The woman's former lover is devastated and maintains that he only returned for the hope of claiming her. Upon hearing this, the woman poses a hypothetical question: if she decides to leave her husband and children, what will her former lover give her? Can he give her anything more valuable than her husband and children?
Her former lover surprises her by saying that he currently has seven ships on the sea; additionally, he was brought to land on the eighth. Upon hearing this, the woman immediately says goodbye to her two children.

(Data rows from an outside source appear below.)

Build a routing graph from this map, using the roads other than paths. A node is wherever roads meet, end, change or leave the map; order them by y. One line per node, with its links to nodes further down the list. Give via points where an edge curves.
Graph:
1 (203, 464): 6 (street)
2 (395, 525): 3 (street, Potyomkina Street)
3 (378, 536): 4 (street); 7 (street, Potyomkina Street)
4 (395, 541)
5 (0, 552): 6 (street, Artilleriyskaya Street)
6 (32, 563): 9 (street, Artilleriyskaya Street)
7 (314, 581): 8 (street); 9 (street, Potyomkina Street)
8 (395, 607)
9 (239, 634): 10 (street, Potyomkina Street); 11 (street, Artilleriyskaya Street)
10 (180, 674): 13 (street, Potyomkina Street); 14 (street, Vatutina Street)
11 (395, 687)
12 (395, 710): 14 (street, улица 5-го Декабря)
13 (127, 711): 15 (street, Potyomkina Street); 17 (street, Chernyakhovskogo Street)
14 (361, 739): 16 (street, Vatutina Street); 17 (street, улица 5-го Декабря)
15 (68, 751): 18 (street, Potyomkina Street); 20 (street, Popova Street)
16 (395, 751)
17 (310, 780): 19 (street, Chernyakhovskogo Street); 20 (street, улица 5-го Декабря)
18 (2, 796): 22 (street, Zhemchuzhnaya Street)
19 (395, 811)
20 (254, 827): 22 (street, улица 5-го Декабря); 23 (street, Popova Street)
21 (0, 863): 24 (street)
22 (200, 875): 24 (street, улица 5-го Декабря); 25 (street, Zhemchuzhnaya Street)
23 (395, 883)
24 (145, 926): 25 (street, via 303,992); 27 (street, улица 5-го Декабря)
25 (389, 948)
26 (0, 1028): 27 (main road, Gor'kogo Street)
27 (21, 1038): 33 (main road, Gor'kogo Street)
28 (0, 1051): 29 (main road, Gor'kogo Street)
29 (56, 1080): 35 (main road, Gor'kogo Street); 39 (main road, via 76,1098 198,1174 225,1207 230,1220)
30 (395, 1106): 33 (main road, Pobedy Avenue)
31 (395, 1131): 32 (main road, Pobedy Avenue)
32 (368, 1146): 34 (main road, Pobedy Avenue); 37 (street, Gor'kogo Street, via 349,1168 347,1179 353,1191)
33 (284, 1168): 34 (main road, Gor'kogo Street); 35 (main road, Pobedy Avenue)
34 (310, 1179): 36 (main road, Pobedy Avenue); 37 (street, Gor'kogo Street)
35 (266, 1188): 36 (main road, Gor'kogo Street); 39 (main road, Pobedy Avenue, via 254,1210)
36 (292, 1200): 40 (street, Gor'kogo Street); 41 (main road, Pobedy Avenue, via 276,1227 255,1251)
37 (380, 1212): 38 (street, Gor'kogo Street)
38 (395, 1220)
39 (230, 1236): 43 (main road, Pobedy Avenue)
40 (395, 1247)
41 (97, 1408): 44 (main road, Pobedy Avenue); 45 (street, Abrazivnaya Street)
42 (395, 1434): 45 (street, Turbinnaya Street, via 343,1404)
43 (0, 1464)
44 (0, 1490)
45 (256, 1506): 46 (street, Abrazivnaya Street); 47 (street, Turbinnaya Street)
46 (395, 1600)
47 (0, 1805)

Her decision made, the woman steps foot on her former lover's ship and delights in the fact that the sails are made of taffeta and the masts, of beaten gold. Before long, however, her former lover's facial expression changes ("dismal grew his countenance"). Soon, the woman spies her lover's "cloven foot." Here, the cloven foot is a reference to the Devil; the implication is that the woman has been lured to her damnation by him.
The devilish identity of the former lover is confirmed when he tells the woman:
"Oh, yon are the hills of heaven," he said, "Where you will never win."
Oh, yon is the mountain of hell," he cried, "Where you and I will go."
The last stanza reiterates the theme that a woman's consuming desire for wealth will ultimately end in misery.
He struck the top-mast with his hand,/The fore-mast with his knee;/And he broke that gallant ship in twain,/And sank her in the sea.